## TASK TO COMPLETE:
For the word "need", find each line in the entries where it occurs and copy that line.

## TASK INPUTS:
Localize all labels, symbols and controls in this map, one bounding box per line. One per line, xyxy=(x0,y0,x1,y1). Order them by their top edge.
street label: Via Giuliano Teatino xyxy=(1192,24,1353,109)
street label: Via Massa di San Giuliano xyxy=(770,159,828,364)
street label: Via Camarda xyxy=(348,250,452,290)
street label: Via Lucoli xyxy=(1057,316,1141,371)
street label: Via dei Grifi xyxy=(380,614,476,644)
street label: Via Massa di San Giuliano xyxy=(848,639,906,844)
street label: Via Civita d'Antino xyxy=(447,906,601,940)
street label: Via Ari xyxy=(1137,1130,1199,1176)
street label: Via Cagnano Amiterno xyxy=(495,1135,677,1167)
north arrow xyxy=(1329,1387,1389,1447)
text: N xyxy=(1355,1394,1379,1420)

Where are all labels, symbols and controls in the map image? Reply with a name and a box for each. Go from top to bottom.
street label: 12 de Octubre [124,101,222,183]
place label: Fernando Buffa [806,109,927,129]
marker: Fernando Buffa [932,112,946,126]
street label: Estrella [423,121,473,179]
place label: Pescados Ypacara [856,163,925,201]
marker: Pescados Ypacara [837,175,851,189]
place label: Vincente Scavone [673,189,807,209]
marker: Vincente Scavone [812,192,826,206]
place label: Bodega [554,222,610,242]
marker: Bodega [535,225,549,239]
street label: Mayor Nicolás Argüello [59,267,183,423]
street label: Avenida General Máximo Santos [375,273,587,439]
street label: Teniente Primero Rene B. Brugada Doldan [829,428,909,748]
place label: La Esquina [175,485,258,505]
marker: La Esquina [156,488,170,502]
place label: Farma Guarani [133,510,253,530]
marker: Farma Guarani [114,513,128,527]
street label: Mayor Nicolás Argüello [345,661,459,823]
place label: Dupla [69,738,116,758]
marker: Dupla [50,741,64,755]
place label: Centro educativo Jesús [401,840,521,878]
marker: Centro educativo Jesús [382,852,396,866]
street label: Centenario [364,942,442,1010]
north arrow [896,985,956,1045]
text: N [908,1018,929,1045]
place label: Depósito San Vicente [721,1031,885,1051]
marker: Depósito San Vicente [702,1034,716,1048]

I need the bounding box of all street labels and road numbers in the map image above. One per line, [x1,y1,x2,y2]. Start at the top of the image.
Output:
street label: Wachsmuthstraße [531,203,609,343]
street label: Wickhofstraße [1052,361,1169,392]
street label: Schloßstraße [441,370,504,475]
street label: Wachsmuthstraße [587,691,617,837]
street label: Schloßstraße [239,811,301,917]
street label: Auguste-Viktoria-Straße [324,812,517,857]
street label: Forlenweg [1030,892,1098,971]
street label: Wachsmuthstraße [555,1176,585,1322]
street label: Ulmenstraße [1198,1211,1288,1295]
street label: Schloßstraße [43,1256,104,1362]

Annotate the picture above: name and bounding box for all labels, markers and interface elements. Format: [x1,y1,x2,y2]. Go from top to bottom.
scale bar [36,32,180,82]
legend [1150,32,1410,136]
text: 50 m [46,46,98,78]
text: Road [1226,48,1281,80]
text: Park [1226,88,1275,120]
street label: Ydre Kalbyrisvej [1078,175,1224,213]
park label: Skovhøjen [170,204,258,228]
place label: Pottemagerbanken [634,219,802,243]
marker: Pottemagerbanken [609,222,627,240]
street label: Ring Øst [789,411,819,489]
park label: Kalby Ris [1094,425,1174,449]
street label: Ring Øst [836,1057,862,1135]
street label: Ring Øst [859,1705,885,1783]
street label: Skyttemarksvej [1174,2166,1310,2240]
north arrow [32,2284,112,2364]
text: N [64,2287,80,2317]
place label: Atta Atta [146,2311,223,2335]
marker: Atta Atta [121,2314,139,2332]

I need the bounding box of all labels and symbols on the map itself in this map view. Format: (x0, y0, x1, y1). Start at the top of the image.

## SOLUTION FOR THIS EXERCISE:
I need the bounding box of all street labels and road numbers in the map image above. One per line, [x1,y1,x2,y2]. Start at the top of the image.
I need the bounding box of all labels and symbols on the map itself in this map view. Format: (x0, y0, x1, y1). Start at the top of the image.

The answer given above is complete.